Part 9 - Testing

Posted on Mar 5, 2023
(Last updated: May 26, 2024)

When creating digital circuits, there are a lot of things that can go wrong.

When designing the circuit, it may happen that the designers have implemented a bug into the circuit.

We call these design bugs. On the other hand, when physically making the chip, it may happen that we get permanent (implementation) fault, or other (transient) faults.

In the first case we need to perform verification, in the latter case, it’s testing and fault tolerance.

Verification vs Testing

Verification is the task of ensuring that a design meets its specification

  • Looking for design mistakes

Testing is performed to ensure that a particular instantiation of a design functions properly

  • Looking for implementation faults

Verification

The verification should cover:

  • The set of test patterns (test suit) written to verify a design should be complete.
  • Specification coverage
    • All the features of the design have to be specified
  • Implementation coverage
    • Every line of the VHDL code should be checked.
    • Examples:
      • Every case of a case statement, should be activated.
      • For every state machine in our design, every edge between states should be traversed.

Faults

There are different types of faults:

  • Transient faults
    • Faults that happen only once (and it’s VERY unlikely to happen again)
    • Causes:
      • Electromagnetic Interference:
        • Neighbors mobile phone
        • Static electricity
      • Various particles hitting the silicon surface:
        • Heavy ions such as iron, $\alpha$-particles, neutrons.
      • Internal effects:
        • Crosstalk, metastability, power supply disturbances
  • Permanent faults
    • Faults that are always there
    • Causes:
      • Design defects
      • Manufacturing defects
      • Transistor aging
  • Intermittent faults
    • Faults that come and go (probably periodically)
    • Causes: Variations
      • Static: transistors on a chip may not be exactly the same, although, they were supposed to be
      • Dynamic: temperature changes

Defects and Yield

$$ yield = \frac{\text{number of working chips produced}}{\text{Total number of chips produced}} $$

$$ cost = \frac{\text{Cost of fabricating and testing a wafer}}{\text{Yield} \cdot\ \text{Number of chip sites on the wafer}} $$

$$ Y = \left(1 + \frac{Ad}{\alpha}\right)^{- \alpha} \newline A = \text{Chip area} \newline d = \text{Defect density} \newline \alpha = \text{Fault clustering parameter} $$

Testing

When testing, for example, a 64-bit adder, it would take over 500+ years, if we could test an input each ns.

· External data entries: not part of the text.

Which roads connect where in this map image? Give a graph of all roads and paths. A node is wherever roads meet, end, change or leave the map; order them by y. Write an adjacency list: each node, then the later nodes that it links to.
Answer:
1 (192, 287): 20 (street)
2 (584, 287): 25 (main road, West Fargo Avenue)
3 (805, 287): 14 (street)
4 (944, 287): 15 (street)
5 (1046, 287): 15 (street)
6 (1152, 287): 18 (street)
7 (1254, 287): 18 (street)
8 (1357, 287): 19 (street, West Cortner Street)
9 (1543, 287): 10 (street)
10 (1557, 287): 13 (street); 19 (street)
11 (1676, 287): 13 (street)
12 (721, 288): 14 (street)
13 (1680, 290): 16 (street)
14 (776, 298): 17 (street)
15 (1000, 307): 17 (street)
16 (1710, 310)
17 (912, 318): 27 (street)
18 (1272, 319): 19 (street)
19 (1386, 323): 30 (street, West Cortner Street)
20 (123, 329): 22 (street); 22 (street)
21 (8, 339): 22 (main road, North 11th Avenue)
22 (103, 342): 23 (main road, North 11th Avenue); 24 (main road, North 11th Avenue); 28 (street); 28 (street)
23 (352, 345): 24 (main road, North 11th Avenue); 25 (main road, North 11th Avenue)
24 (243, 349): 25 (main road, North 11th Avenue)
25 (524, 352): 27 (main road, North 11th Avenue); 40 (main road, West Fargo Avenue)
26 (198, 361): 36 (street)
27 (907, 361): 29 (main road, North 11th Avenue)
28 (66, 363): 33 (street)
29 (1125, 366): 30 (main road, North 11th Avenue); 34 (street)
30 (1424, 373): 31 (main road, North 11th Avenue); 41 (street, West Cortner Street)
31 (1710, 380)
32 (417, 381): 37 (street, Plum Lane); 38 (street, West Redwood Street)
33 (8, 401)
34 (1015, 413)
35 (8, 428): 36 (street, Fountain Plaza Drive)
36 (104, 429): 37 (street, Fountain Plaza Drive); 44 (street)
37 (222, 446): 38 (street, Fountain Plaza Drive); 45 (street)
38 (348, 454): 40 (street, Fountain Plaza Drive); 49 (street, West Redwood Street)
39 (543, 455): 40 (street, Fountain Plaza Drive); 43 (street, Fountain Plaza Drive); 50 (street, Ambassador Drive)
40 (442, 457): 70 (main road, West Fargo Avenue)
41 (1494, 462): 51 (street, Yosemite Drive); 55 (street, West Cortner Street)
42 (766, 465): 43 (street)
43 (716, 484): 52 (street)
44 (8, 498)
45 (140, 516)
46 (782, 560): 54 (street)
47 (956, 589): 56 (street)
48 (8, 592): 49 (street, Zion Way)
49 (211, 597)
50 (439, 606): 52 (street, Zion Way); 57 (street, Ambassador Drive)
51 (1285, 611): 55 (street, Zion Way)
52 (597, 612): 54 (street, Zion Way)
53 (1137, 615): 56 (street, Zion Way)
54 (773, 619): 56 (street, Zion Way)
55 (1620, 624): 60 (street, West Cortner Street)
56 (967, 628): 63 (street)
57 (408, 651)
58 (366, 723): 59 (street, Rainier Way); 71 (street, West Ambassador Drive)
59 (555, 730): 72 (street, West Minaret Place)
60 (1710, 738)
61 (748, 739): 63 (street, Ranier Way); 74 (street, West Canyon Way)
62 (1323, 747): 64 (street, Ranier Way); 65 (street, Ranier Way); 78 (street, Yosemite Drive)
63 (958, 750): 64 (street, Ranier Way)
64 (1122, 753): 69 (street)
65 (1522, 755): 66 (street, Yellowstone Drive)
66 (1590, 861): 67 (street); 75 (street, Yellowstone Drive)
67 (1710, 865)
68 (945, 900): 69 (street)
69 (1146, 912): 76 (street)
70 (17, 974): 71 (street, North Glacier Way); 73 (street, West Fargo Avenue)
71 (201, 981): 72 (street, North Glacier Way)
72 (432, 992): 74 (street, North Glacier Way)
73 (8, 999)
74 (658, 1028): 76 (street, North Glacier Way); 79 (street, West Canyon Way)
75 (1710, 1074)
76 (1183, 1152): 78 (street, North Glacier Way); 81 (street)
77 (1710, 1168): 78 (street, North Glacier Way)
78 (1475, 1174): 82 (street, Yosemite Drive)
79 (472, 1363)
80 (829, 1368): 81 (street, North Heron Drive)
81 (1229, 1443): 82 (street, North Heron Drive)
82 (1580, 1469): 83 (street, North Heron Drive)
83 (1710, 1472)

Therefore, a subset of all possible inputs are used when testing.

This subset of inputs is determined, as follows:

  • Random test vectors
  • Based on the logical function (functional testing)
    • E.g. check boundary conditions which make your circuit operate differently
  • Based on the design structure (structural testing)
    • E.g. partition your hardware in smaller blocks (exploit the hierarchy of your hardware design)
  • Based on the fault model
    • Group a huge number of things that can go wrong in a much smaller finite set of fault models

Fault models

A fault model is an abstract model of physical faults that could cause a chip not to work.

Stuck-at fault model: This model abstracts all potential faults as resulting in a logical node of the circuit being either stuck at logic 0 or stuck at logic 1.

Algorithm for “path sensitization”

  1. Activate: Specify inputs to generate the appropriate (opposite than the fault) value (0 for SA-1, 1 for SA-0) at the site of the fault.

  2. Propagate: Select a path from the site of the fault to an output and specify additional signal values to propagate the fault signal along this path to the output (error propagation).

  3. Justify: Specify input values to produce the signal values specified in (2) (line justification).

  • The process is finished when all the assigned values have been solved by “justify” and there are no conflicts
  • A conflict has occurred on two different Justifications require different values assigned to a node.
    • An input value required to activate the fault is different from the input values required to propagate the fault.
  • If a conflict arises, we look for another way for justification.